2.4. Clinical decision support system

Clinical decision support system is an application that analyzes data to help health professionals make clinical decisions. Clinical decision support system is an adaptation of a decision aid system that is used generally to support business management. Doctors use a clinical decision support system to prepare the diagnosis and assess the diagnosis as a way to improve outcomes. Data mining may be designed to observe the patient’s medical history in conjunction with related clinical research. Some analysts predict a wide range of potential events, ranging from drug interactions to the symptoms of the disease.

There are two types of clinical decision support system. The first type uses a base of knowledge, to apply the rules on patient data by using an inference engine and displays the result on the end user. The second type, without the knowledge base, relies on machine learning to analyze clinical data.

2.5. Clinical decision support system basic obstetric ultrasound

Clinical decision support system is designed to help health workers in primary care in order to produce clinical decisions related to the examination of pregnant women who perform routine ANC examination or pregnant women who come into service with the primary complaint with either symptoms or signs. The result or outcome of clinical decision support system is form of advice the management of treatment or examination also suggestions to do references of treatment or examination. Schematic process can be seen below.


The above schematics described outcomes such as: theory from the literature, Analysis and Design Systems, and verification from obstetricians and seminars to finalize its shape. Routine examination, which involves:

  1. input data, in general, which includes patient data such as symptoms and signs,

  2. physiological and pathological description,

  3. differential diagnosis or problem,

  4. up to the problem itself as well as further suggestions.

3. Method of development

The research design is the quasi-experimental post-test only without control, in stage:

  1. Analysis and Design System,

  2. Prototype,

  3. Application.

Flowchart can be seen as below.


Decision support system (DSS) as a tool:

  • gives an overview of differential diagnosis,

  • helps enforce diagnosis,

  • provides landing therapy,

  • provides direction need for a referral or a consul.

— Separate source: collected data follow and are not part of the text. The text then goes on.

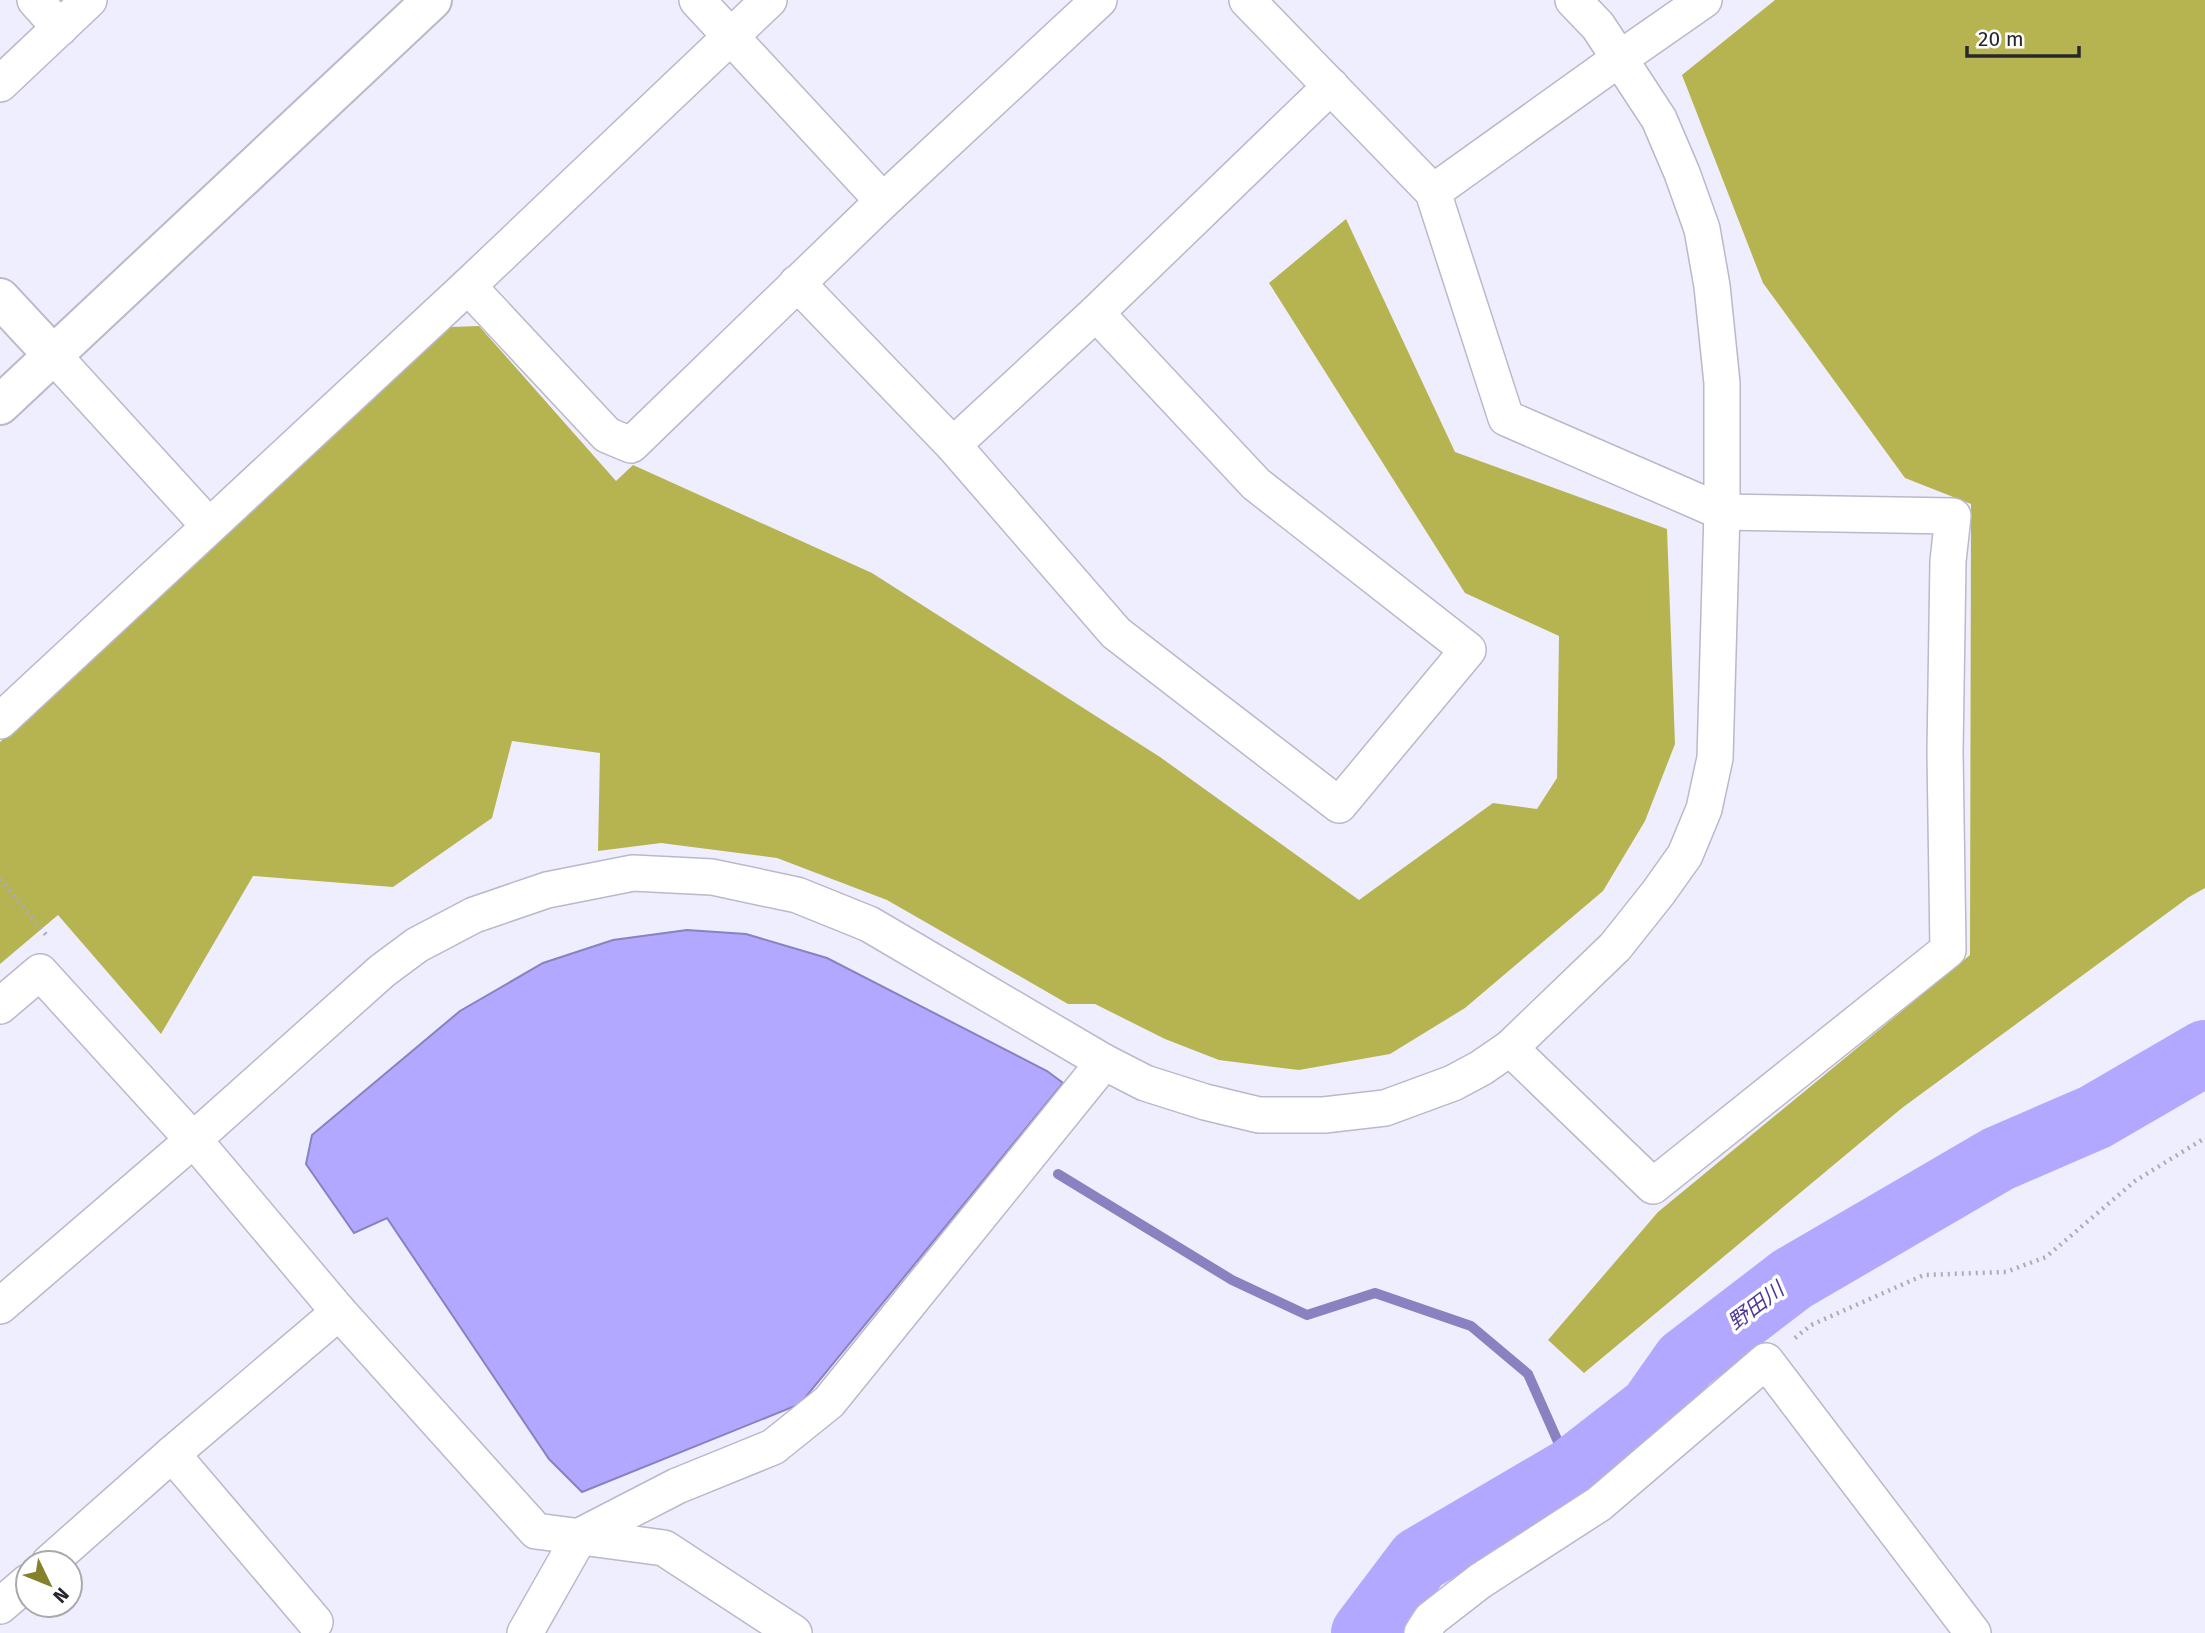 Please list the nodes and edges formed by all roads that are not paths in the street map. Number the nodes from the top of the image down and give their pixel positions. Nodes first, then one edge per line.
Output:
1 (35, 0) edge
2 (89, 0) edge
3 (432, 0) edge
4 (697, 0) edge
5 (769, 0) edge
6 (1099, 0) edge
7 (1247, 0) edge
8 (1573, 0) edge
9 (1704, 0) edge
10 (60, 27) junction
11 (730, 35) junction
12 (1621, 59) junction
13 (0, 84) edge
14 (1331, 86) junction
15 (1433, 192) junction
16 (883, 201) junction
17 (797, 283) junction
18 (468, 286) junction
19 (0, 298) edge
20 (1096, 313) junction
21 (53, 355) junction
22 (0, 405) edge
23 (953, 445) junction
24 (1722, 512) junction
25 (209, 526) junction
26 (0, 721) edge
27 (0, 1006) edge
28 (1510, 1048) junction
29 (1104, 1062) junction
30 (193, 1140) junction
31 (0, 1306) edge
32 (340, 1312) junction
33 (172, 1454) junction
34 (580, 1536) junction
35 (65, 1549) edge
36 (14, 1594) edge
37 (0, 1606) edge
38 (314, 1629) edge
39 (525, 1633) edge
40 (794, 1633) edge
41 (1422, 1633) edge
42 (1973, 1633) edge

1 - 10 street
2 - 10 street
3 - 21 street
4 - 11 street
5 - 11 street
6 - 16 street
7 - 14 street
8 - 12 street
9 - 12 street
10 - 13 street
11 - 16 street
11 - 18 street
12 - 15 street
12 - 24 street
14 - 15 street
14 - 20 street
15 - 24 street
16 - 17 street
17 - 18 street
17 - 23 street
18 - 25 street
19 - 21 street
20 - 23 street
20 - 23 street
21 - 22 street
21 - 25 street
24 - 28 street
24 - 28 street
25 - 26 street
27 - 30 street
28 - 29 street
29 - 30 street
29 - 34 street
30 - 31 street
30 - 32 street
32 - 33 street
32 - 34 street
33 - 35 street
33 - 38 street
34 - 39 street
34 - 40 street
36 - 37 street
41 - 42 street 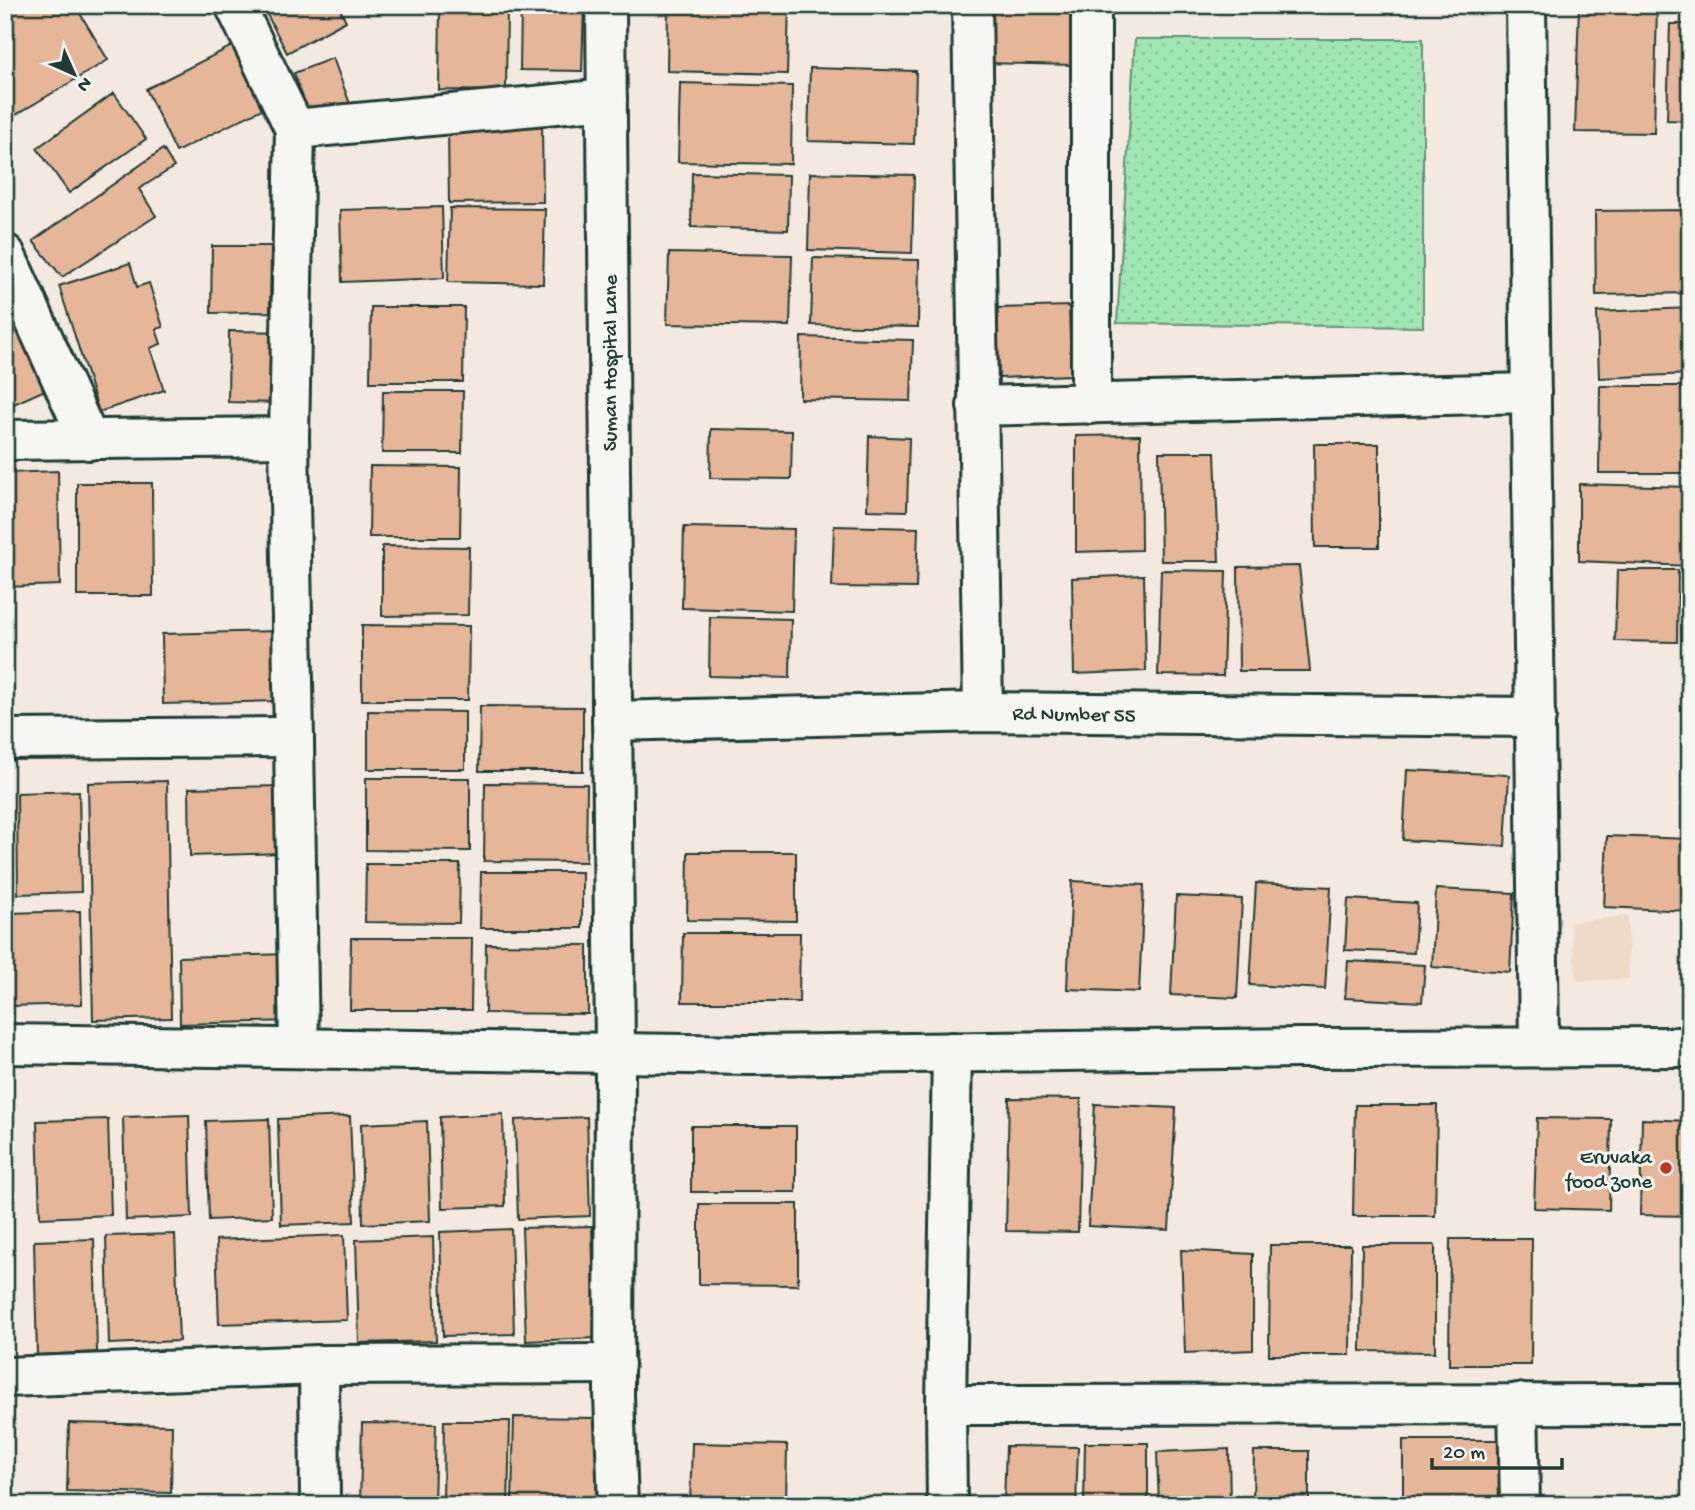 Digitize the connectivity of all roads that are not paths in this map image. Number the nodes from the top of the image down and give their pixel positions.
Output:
1 (235, 5) edge
2 (606, 5) edge
3 (972, 5) edge
4 (1091, 5) edge
5 (1526, 5) edge
6 (607, 99) junction
7 (295, 129) junction
8 (5, 254) edge
9 (1531, 393) junction
10 (1091, 404) junction
11 (977, 406) junction
12 (289, 437) junction
13 (5, 440) edge
14 (89, 440) junction
15 (983, 712) junction
16 (1536, 717) junction
17 (612, 720) junction
18 (294, 737) junction
19 (5, 739) edge
20 (5, 1044) edge
21 (1539, 1046) junction
22 (1690, 1046) edge
23 (299, 1048) junction
24 (952, 1052) junction
25 (615, 1053) junction
26 (615, 1364) junction
27 (319, 1365) junction
28 (5, 1377) edge
29 (1518, 1403) junction
30 (1690, 1404) edge
31 (946, 1405) junction
32 (320, 1505) edge
33 (618, 1505) edge
34 (947, 1505) edge
35 (1520, 1505) edge

1 - 7 street
2 - 6 street, Suman Hospital Lane
3 - 11 street
4 - 10 street
5 - 9 street
6 - 7 street
6 - 17 street, Suman Hospital Lane
7 - 12 street
8 - 14 street
9 - 10 street
9 - 16 street
10 - 11 street
11 - 15 street
12 - 14 street
12 - 18 street
13 - 14 street
15 - 16 street, Rd Number 55
15 - 17 street, Rd Number 55
16 - 21 street
17 - 25 street, Suman Hospital Lane
18 - 19 street
18 - 23 street
20 - 23 street
21 - 22 street
21 - 24 street
23 - 25 street
24 - 25 street
24 - 31 street
25 - 26 street, Suman Hospital Lane
26 - 27 street
26 - 33 street, Suman Hospital Lane
27 - 28 street
27 - 32 street
29 - 30 street
29 - 31 street
29 - 35 street
31 - 34 street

Use of DSS will benefit from three sectors:

  1. Range far and wide will be very helpful because being close in around us;

  2. An unlimited time, day and night, 24 h, 7 days a week, throughout the year; make it easier for ready for use anytime;

  3. Difficult and rare expertise that can be met, but remain in the capacity of thought or competence, so that appropriate action can be immediately implemented.

4. Clinical decision support system in pregnancy: a general examination

General examination flow chart


Chief complaint or disorder: normal pregnancy

Important features at this stage are:

  1. compliance of the last menstrual calculation:

  2. no complaints;

  3. examination within normal limits;

with state of the USG:

  • fetal biometry according to gestational age;

  • there is no pathological sign


5. Clinical decision support systems in pregnancy first trimester


Chief complaint or disorder: multiple pregnancy


Important features at this stage are:

  1. compliance of the last menstrual calculation:

  2. no complaints;

  3. examination within normal limits;

with state of the sonogram:

  • there is one or more embryos and FHR there is one or more;

  • fetal biometry according to gestational age;

  • there is no pathological sign.

6. Clinical decision support system in pregnancy: second and third trimester examination


Chief complaint or disorder: normal pregnancy 2nd–3rd trimesters


Important features at this stage are:

  1. compliance of the last menstrual calculation:

  2. no complaints;

  3. examination within normal limits;

with state of the sonogram:

  • Fetal biometry according to gestational age;

  • there is no pathological sign.

Author Note

Part of the book “Sistem Bantu Keputusan pada EKG Dan USG – Kebidanan untuk Dokter Pelayanan Primer Serta EEG untuk Resident Penyakit Syarat” (Decision Support System on ECG and Ultrasound – Obstetric for Primary Care Physicians and EEG for Neurological Disease Resident), Copy Right Registration of Indonesian Government No. C00201502598, 2015.